Scalable Backup Service¶
https://blueprints.launchpad.net/cinder/+spec/scalable-backup-service
Because cinder backup workloads run as a dedicated service, they have potential to be run independently of other cinder volume services. Ideally, backup services would be fired up on demand in the cloud as backup workloads are generated, and elastically de-commissioned as workloads go away. Ideally, backup tasks would farmed out to the least busy of the available backup services.
Pursuit of this ideal is blocked today by a tight coupling of cinder backup service to cinder volume service.
This spec is dedicated to breaking this tight coupling of the cinder backup and volume services.
That is the first step in working towards a truly elastic, horizontally scalable backup service. When this coupling is loosened, multiple backup services can be fired up concurrently and run without any requirement that they they be colocated with the volume services or with one another for that matter.
We expect that there will be followup work to address subsequent steps such as scheduler support for backup tasks and for dynamic generation of backup service processes using VMs or containers rather than dedicated physical nodes, but those subjects would be addressed by followup specs and are not in scope here.
One thing at a time.
Problem description¶
When the backup service backs up or restores a volume, it uses a backup driver specific to a chosen and configured backup repository to interact with e.g. a swift or Ceph object store, an NFS, glusterfs, or generic POSIX filesystem, or Tivoli Storage Manager. This backup driver plugs in to the backup manager and provides functionality to put data in the backup repository or to retrieve it from the repository. A particular backup service process has only one backup driver and therefore only one backup repository. It may, however, perform backup and restore operations for volumes for any of the enabled backends handled by the volume service.

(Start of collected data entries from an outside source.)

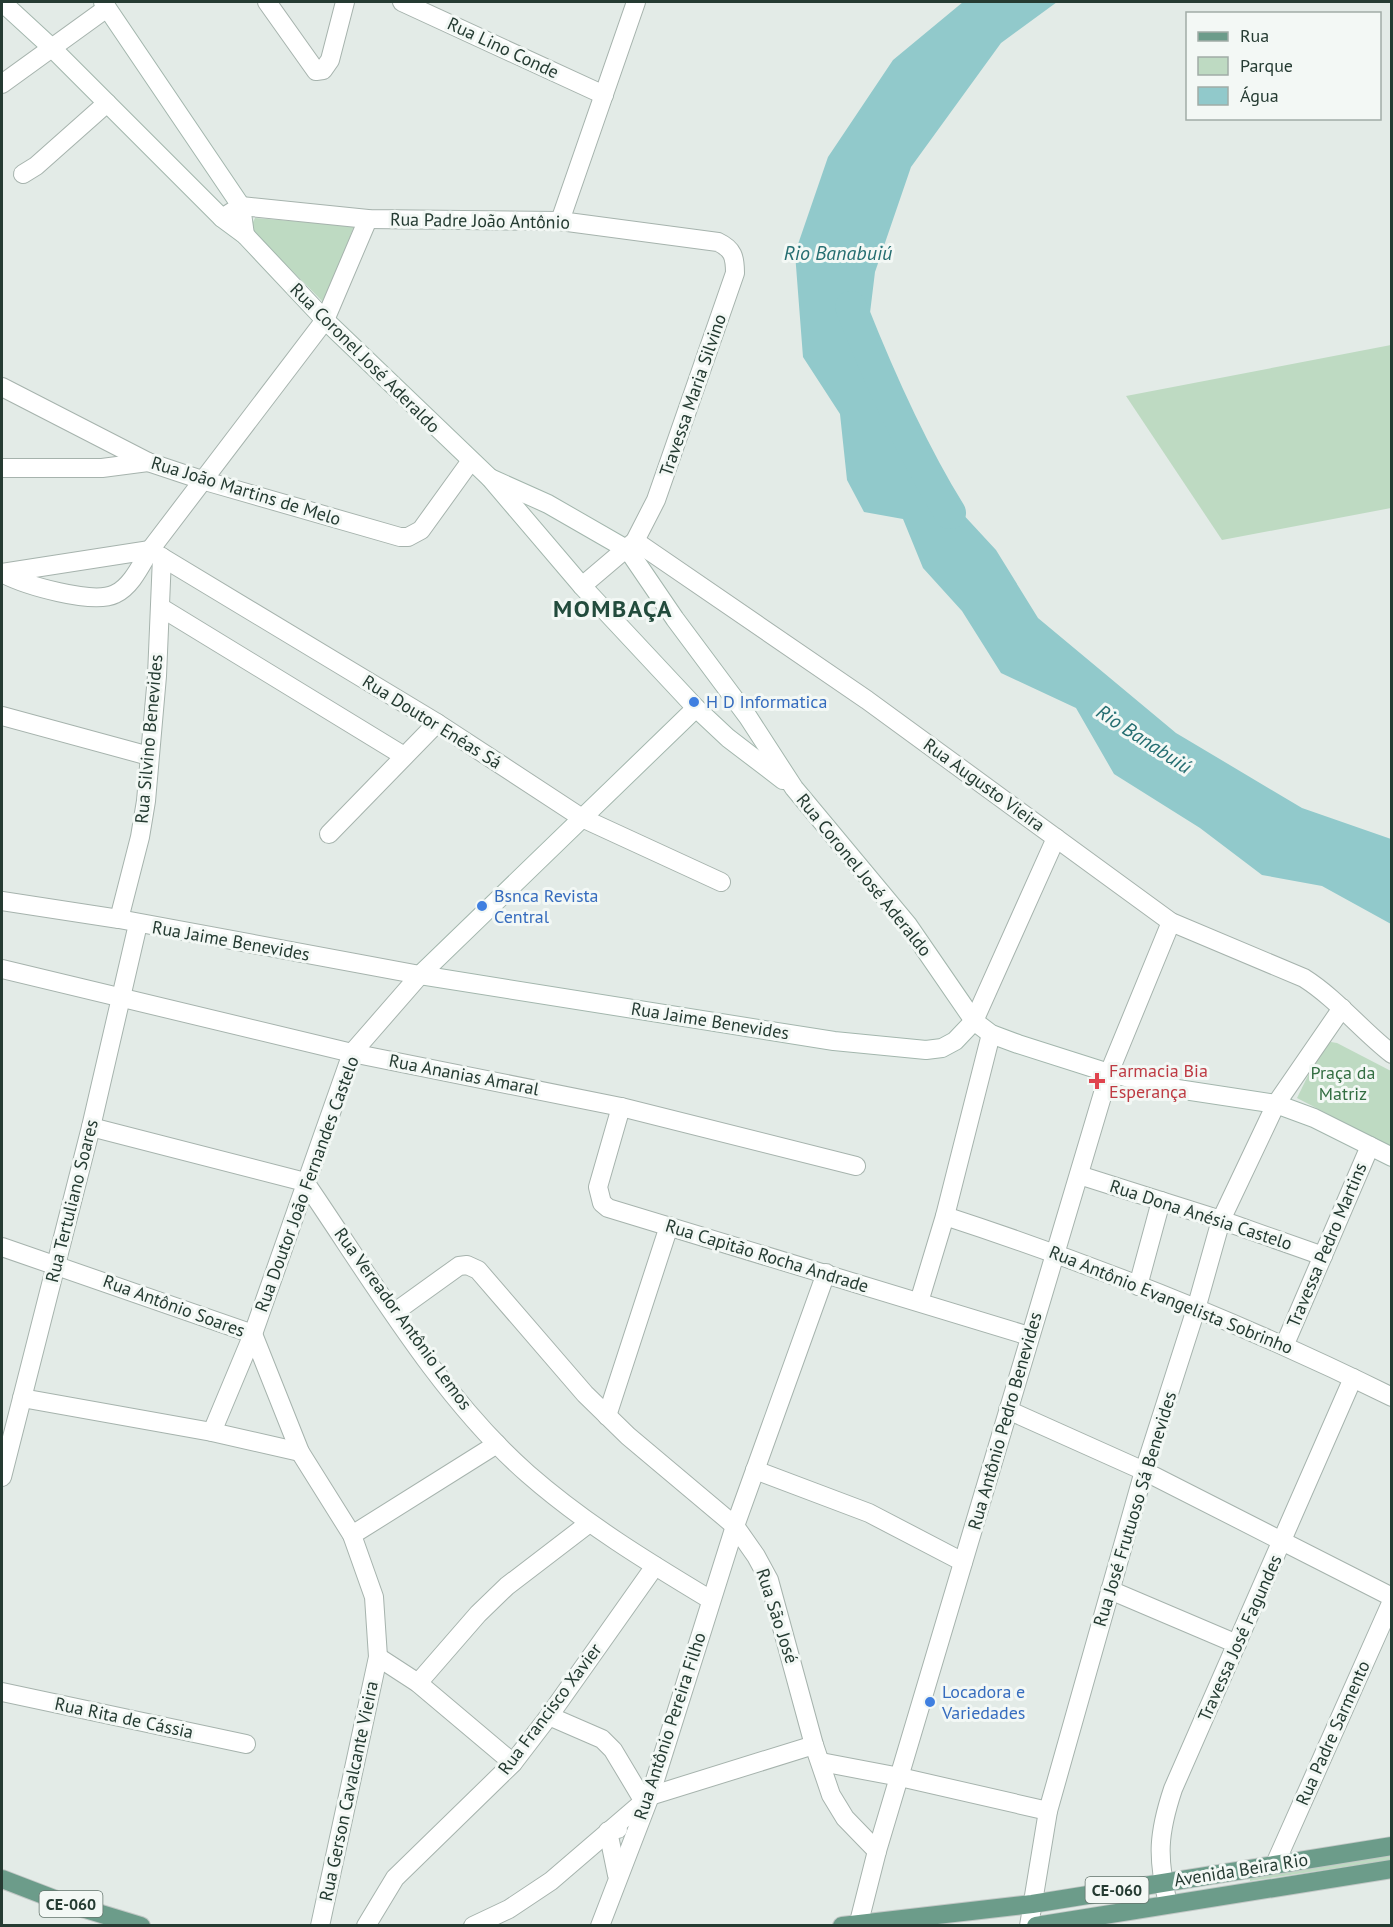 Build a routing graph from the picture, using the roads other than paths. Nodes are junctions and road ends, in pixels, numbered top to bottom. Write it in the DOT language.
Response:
graph roads {
  1 [pos="2,2"];
  2 [pos="267,2"];
  3 [pos="345,2"];
  4 [pos="402,2"];
  5 [pos="633,3"];
  6 [pos="110,4"];
  7 [pos="52,48"];
  8 [pos="2,84"];
  9 [pos="604,95"];
  10 [pos="106,103"];
  11 [pos="23,174"];
  12 [pos="241,206"];
  13 [pos="222,218"];
  14 [pos="368,219"];
  15 [pos="560,221"];
  16 [pos="245,234"];
  17 [pos="718,242"];
  18 [pos="325,320"];
  19 [pos="2,387"];
  20 [pos="148,462"];
  21 [pos="471,462"];
  22 [pos="2,468"];
  23 [pos="490,478"];
  24 [pos="205,482"];
  25 [pos="632,545"];
  26 [pos="156,554"];
  27 [pos="31,568"];
  28 [pos="2,573"];
  29 [pos="582,586"];
  30 [pos="37,588"];
  31 [pos="160,607"];
  32 [pos="696,708"];
  33 [pos="2,716"];
  34 [pos="437,723"];
  35 [pos="149,756"];
  36 [pos="404,756"];
  37 [pos="794,788"];
  38 [pos="582,818"];
  39 [pos="328,834"];
  40 [pos="1056,838"];
  41 [pos="721,882"];
  42 [pos="2,901"];
  43 [pos="119,919"];
  44 [pos="1171,922"];
  45 [pos="138,924"];
  46 [pos="2,969"];
  47 [pos="420,975"];
  48 [pos="122,997"];
  49 [pos="1342,1008"];
  50 [pos="974,1021"];
  51 [pos="991,1034"];
  52 [pos="352,1053"];
  53 [pos="1392,1054"];
  54 [pos="1109,1073"];
  55 [pos="1276,1104"];
  56 [pos="621,1107"];
  57 [pos="91,1127"];
  58 [pos="1370,1146"];
  59 [pos="1392,1157"];
  60 [pos="856,1166"];
  61 [pos="1079,1175"];
  62 [pos="305,1182"];
  63 [pos="1161,1201"];
  64 [pos="945,1216"];
  65 [pos="1221,1220"];
  66 [pos="669,1226"];
  67 [pos="2,1246"];
  68 [pos="1054,1252"];
  69 [pos="1323,1256"];
  70 [pos="56,1263"];
  71 [pos="826,1273"];
  72 [pos="1138,1286"];
  73 [pos="919,1302"];
  74 [pos="1196,1309"];
  75 [pos="394,1312"];
  76 [pos="253,1334"];
  77 [pos="1029,1336"];
  78 [pos="1285,1344"];
  79 [pos="1353,1378"];
  80 [pos="1392,1397"];
  81 [pos="22,1398"];
  82 [pos="1008,1410"];
  83 [pos="607,1416"];
  84 [pos="212,1432"];
  85 [pos="497,1444"];
  86 [pos="300,1452"];
  87 [pos="755,1470"];
  88 [pos="1144,1471"];
  89 [pos="2,1477"];
  90 [pos="588,1524"];
  91 [pos="735,1526"];
  92 [pos="351,1535"];
  93 [pos="1282,1543"];
  94 [pos="963,1562"];
  95 [pos="655,1566"];
  96 [pos="1110,1590"];
  97 [pos="1392,1599"];
  98 [pos="711,1600"];
  99 [pos="1237,1644"];
  100 [pos="378,1656"];
  101 [pos="418,1683"];
  102 [pos="2,1692"];
  103 [pos="549,1716"];
  104 [pos="246,1744"];
  105 [pos="814,1745"];
  106 [pos="821,1762"];
  107 [pos="513,1763"];
  108 [pos="900,1777"];
  109 [pos="647,1798"];
  110 [pos="1048,1811"];
  111 [pos="638,1826"];
  112 [pos="608,1831"];
  113 [pos="1392,1846"];
  114 [pos="877,1851"];
  115 [pos="1275,1864"];
  116 [pos="1392,1869"];
  117 [pos="1237,1870"];
  118 [pos="617,1875"];
  119 [pos="2,1879"];
  120 [pos="1163,1882"];
  121 [pos="1241,1893"];
  122 [pos="1032,1904"];
  123 [pos="1168,1904"];
  124 [pos="853,1925"];
  125 [pos="141,1926"];
  126 [pos="320,1926"];
  127 [pos="366,1926"];
  128 [pos="473,1926"];
  129 [pos="600,1926"];
  130 [pos="1029,1926"];
  131 [pos="1036,1926"];
  1 -- 7 [label="street, Rua Coronel José Aderaldo"];
  2 -- 3 [label="street"];
  4 -- 9 [label="street, Rua Lino Conde"];
  5 -- 9 [label="street"];
  6 -- 7 [label="street"];
  6 -- 12 [label="street"];
  7 -- 8 [label="street"];
  7 -- 10 [label="street, Rua Coronel José Aderaldo"];
  9 -- 15 [label="street"];
  10 -- 11 [label="street"];
  10 -- 13 [label="street, Rua Coronel José Aderaldo"];
  12 -- 13 [label="street"];
  12 -- 14 [label="street, Rua Padre João Antônio"];
  12 -- 16 [label="street"];
  13 -- 16 [label="street, Rua Coronel José Aderaldo"];
  14 -- 15 [label="street, Rua Padre João Antônio"];
  14 -- 18 [label="street"];
  15 -- 17 [label="street, Rua Padre João Antônio"];
  16 -- 18 [label="street, Rua Coronel José Aderaldo"];
  17 -- 25 [label="street, Travessa Maria Silvino"];
  18 -- 21 [label="street, Rua Coronel José Aderaldo"];
  18 -- 24 [label="street"];
  19 -- 20 [label="street, Rua João Martins de Melo"];
  20 -- 22 [label="street"];
  20 -- 24 [label="street, Rua João Martins de Melo"];
  21 -- 23 [label="street, Rua Coronel José Aderaldo"];
  21 -- 24 [label="street, Rua João Martins de Melo"];
  23 -- 25 [label="street, Rua Coronel José Aderaldo"];
  23 -- 29 [label="street, Rua Coronel José Aderaldo"];
  24 -- 26 [label="street"];
  25 -- 29 [label="street"];
  25 -- 37 [label="street, Rua Coronel José Aderaldo"];
  25 -- 40 [label="street, Rua Augusto Vieira"];
  26 -- 27 [label="street"];
  26 -- 30 [label="street"];
  26 -- 31 [label="street, Rua Silvino Benevides"];
  26 -- 34 [label="street, Rua Doutor Enéas Sá"];
  27 -- 28 [label="street"];
  27 -- 30 [label="street"];
  28 -- 30 [label="street"];
  29 -- 32 [label="street, Rua Coronel José Aderaldo"];
  31 -- 35 [label="street, Rua Silvino Benevides"];
  31 -- 36 [label="street"];
  32 -- 37 [label="street, Rua Coronel José Aderaldo"];
  32 -- 38 [label="street, Rua Doutor João Fernandes Castelo"];
  33 -- 35 [label="street"];
  34 -- 36 [label="street"];
  34 -- 38 [label="street, Rua Doutor Enéas Sá"];
  35 -- 43 [label="street, Rua Silvino Benevides"];
  36 -- 39 [label="street"];
  37 -- 50 [label="street, Rua Coronel José Aderaldo"];
  38 -- 41 [label="street, Rua Doutor Enéas Sá"];
  38 -- 47 [label="street, Rua Doutor João Fernandes Castelo"];
  40 -- 44 [label="street, Rua Augusto Vieira"];
  40 -- 50 [label="street"];
  42 -- 43 [label="street, Rua Jaime Benevides"];
  43 -- 45 [label="street, Rua Jaime Benevides"];
  44 -- 49 [label="street, Rua Augusto Vieira"];
  44 -- 54 [label="street, Rua Antônio Pedro Benevides"];
  45 -- 47 [label="street, Rua Jaime Benevides"];
  45 -- 48 [label="street, Rua Tertuliano Soares"];
  46 -- 48 [label="street, Rua Ananias Amaral"];
  47 -- 50 [label="street, Rua Jaime Benevides"];
  47 -- 52 [label="street, Rua Doutor João Fernandes Castelo"];
  48 -- 52 [label="street, Rua Ananias Amaral"];
  48 -- 57 [label="street, Rua Tertuliano Soares"];
  49 -- 53 [label="street, Rua Augusto Vieira"];
  49 -- 55 [label="street, Rua José Frutuoso Sá Benevides"];
  50 -- 51 [label="street"];
  51 -- 54 [label="street"];
  51 -- 64 [label="street"];
  52 -- 56 [label="street, Rua Ananias Amaral"];
  52 -- 62 [label="street, Rua Doutor João Fernandes Castelo"];
  54 -- 55 [label="street"];
  54 -- 61 [label="street, Rua Antônio Pedro Benevides"];
  55 -- 58 [label="street"];
  55 -- 65 [label="street, Rua José Frutuoso Sá Benevides"];
  56 -- 60 [label="street, Rua Ananias Amaral"];
  56 -- 66 [label="street, Rua Capitão Rocha Andrade"];
  57 -- 62 [label="street"];
  57 -- 70 [label="street, Rua Tertuliano Soares"];
  58 -- 59 [label="street"];
  58 -- 69 [label="street, Travessa Pedro Martins"];
  61 -- 63 [label="street, Rua Dona Anésia Castelo"];
  61 -- 68 [label="street, Rua Antônio Pedro Benevides"];
  62 -- 75 [label="street, Rua Vereador Antônio Lemos"];
  62 -- 76 [label="street, Rua Doutor João Fernandes Castelo"];
  63 -- 65 [label="street, Rua Dona Anésia Castelo"];
  63 -- 72 [label="street"];
  64 -- 68 [label="street, Rua Antônio Evangelista Sobrinho"];
  64 -- 73 [label="street"];
  65 -- 69 [label="street, Rua Dona Anésia Castelo"];
  65 -- 74 [label="street, Rua José Frutuoso Sá Benevides"];
  66 -- 71 [label="street, Rua Capitão Rocha Andrade"];
  66 -- 83 [label="street"];
  67 -- 70 [label="street, Rua Antônio Soares"];
  68 -- 72 [label="street, Rua Antônio Evangelista Sobrinho"];
  68 -- 77 [label="street, Rua Antônio Pedro Benevides"];
  69 -- 78 [label="street, Travessa Pedro Martins"];
  70 -- 76 [label="street, Rua Antônio Soares"];
  70 -- 81 [label="street, Rua Tertuliano Soares"];
  71 -- 73 [label="street, Rua Capitão Rocha Andrade"];
  71 -- 87 [label="street"];
  72 -- 74 [label="street, Rua Antônio Evangelista Sobrinho"];
  73 -- 77 [label="street, Rua Capitão Rocha Andrade"];
  74 -- 78 [label="street, Rua Antônio Evangelista Sobrinho"];
  74 -- 88 [label="street, Rua José Frutuoso Sá Benevides"];
  75 -- 83 [label="street, Rua São José"];
  75 -- 85 [label="street, Rua Vereador Antônio Lemos"];
  76 -- 84 [label="street, Rua Doutor João Fernandes Castelo"];
  76 -- 86 [label="street, Rua Antônio Soares"];
  77 -- 82 [label="street, Rua Antônio Pedro Benevides"];
  78 -- 79 [label="street, Rua Antônio Evangelista Sobrinho"];
  79 -- 80 [label="street, Rua Antônio Evangelista Sobrinho"];
  79 -- 93 [label="street, Travessa José Fagundes"];
  81 -- 84 [label="street"];
  81 -- 89 [label="street, Rua Tertuliano Soares"];
  82 -- 88 [label="street"];
  82 -- 94 [label="street, Rua Antônio Pedro Benevides"];
  83 -- 91 [label="street, Rua São José"];
  84 -- 86 [label="street"];
  85 -- 90 [label="street, Rua Vereador Antônio Lemos"];
  85 -- 92 [label="street"];
  86 -- 92 [label="street, Rua Antônio Soares"];
  87 -- 91 [label="street"];
  87 -- 94 [label="street"];
  88 -- 93 [label="street"];
  88 -- 96 [label="street, Rua José Frutuoso Sá Benevides"];
  90 -- 95 [label="street, Rua Vereador Antônio Lemos"];
  90 -- 101 [label="street"];
  91 -- 98 [label="street, Rua Antônio Pereira Filho"];
  91 -- 105 [label="street, Rua São José"];
  92 -- 100 [label="street, Rua Antônio Soares"];
  93 -- 97 [label="street"];
  93 -- 99 [label="street, Travessa José Fagundes"];
  94 -- 108 [label="street, Rua Antônio Pedro Benevides"];
  95 -- 98 [label="street, Rua Vereador Antônio Lemos"];
  95 -- 103 [label="street, Rua Francisco Xavier"];
  96 -- 99 [label="street"];
  96 -- 110 [label="street, Rua José Frutuoso Sá Benevides"];
  97 -- 115 [label="street, Rua Padre Sarmento"];
  98 -- 109 [label="street, Rua Antônio Pereira Filho"];
  99 -- 120 [label="street, Travessa José Fagundes"];
  100 -- 101 [label="street"];
  100 -- 126 [label="street, Rua Gerson Cavalcante Vieira"];
  101 -- 107 [label="street"];
  102 -- 104 [label="street, Rua Rita de Cássia"];
  103 -- 107 [label="street, Rua Francisco Xavier"];
  103 -- 109 [label="street"];
  105 -- 106 [label="street, Rua São José"];
  105 -- 109 [label="street"];
  106 -- 108 [label="street"];
  106 -- 114 [label="street, Rua São José"];
  107 -- 127 [label="street, Rua Francisco Xavier"];
  108 -- 110 [label="street"];
  108 -- 114 [label="street, Rua Antônio Pedro Benevides"];
  109 -- 111 [label="street, Rua Antônio Pereira Filho"];
  109 -- 112 [label="street"];
  110 -- 122 [label="street, Rua José Frutuoso Sá Benevides"];
  111 -- 112 [label="street"];
  111 -- 118 [label="street, Rua Antônio Pereira Filho"];
  112 -- 118 [label="street"];
  112 -- 128 [label="street"];
  113 -- 115 [label="main road, Avenida Beira Rio / CE-060"];
  114 -- 124 [label="street, Rua Antônio Pedro Benevides"];
  115 -- 117 [label="main road, Avenida Beira Rio / CE-060"];
  116 -- 121 [label="main road, Avenida Beira Rio / CE-060"];
  117 -- 120 [label="main road, Avenida Beira Rio / CE-060"];
  117 -- 121 [label="main road"];
  118 -- 129 [label="street, Rua Antônio Pereira Filho"];
  119 -- 125 [label="main road, CE-060"];
  120 -- 122 [label="main road, Avenida Beira Rio / CE-060"];
  120 -- 123 [label="street, Travessa José Fagundes"];
  121 -- 123 [label="main road, Avenida Beira Rio / CE-060"];
  122 -- 124 [label="main road, Avenida Beira Rio / CE-060"];
  122 -- 130 [label="street, Rua José Frutuoso Sá Benevides"];
  123 -- 131 [label="main road, Avenida Beira Rio / CE-060"];
}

The backup service requires backend-specific functionality to attach to any particular volume in order to read it for backup or to write to it for restore.

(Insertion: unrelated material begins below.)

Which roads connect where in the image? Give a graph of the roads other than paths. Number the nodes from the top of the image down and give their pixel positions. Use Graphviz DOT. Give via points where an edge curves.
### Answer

Today, this backend-specific information is provided as follows. When
the backup service process starts up, the backup manager loads the
volume manager module for each enabled backend configured in
cinder.conf
. When an OpenStack tenant or administrator makes a
request to create a backup from a cinder volume or to restore a backup
to a cinder volume, the backup api looks at the host
field for the
volume in question and directs the rpc for the backup or restore
operation to the backup manager on that node. There, the backup
manager selects the volume
manager for the relevant volume backend
and invokes its driver’s backup_volume
or restore_volume
method, passing that method the backup object and the backup
driver (swift, ceph, NFS, etc.) for the configured backup
repository. Then the volume driver attaches to the volume in
question, opens it, and invokes the backup driver’s backup
or
restore
method using the file handle from the volume driver’s
attach and open operation.
Thus today the backup manager does not invoke its backup driver methods directly; it finds an appropriate volume driver via the appropriate volume manager, and the volume driver invokes the appropriate backup driver. The volume driver by definition runs on the cinder node that runs the volume service for the relevant backend, so since the backup manager, volume driver, and backup driver code all run in the context of a single operating system process on a single node, the backup service is necessarily tied to the node that also runs the volume service.
When multiple pools and backends run on the same node, this means that concurrent backups end up running into the resource constraints of a single node. Since backup tasks do not flow through a scheduler, they typically also run with the resource constraints of a single operating system process.
Use Cases¶
An OpenStack tenant or administrator needs to do backups on a schedule or restores on demand such that to get the work done in a timely manner many backups and restores need to run concurrently.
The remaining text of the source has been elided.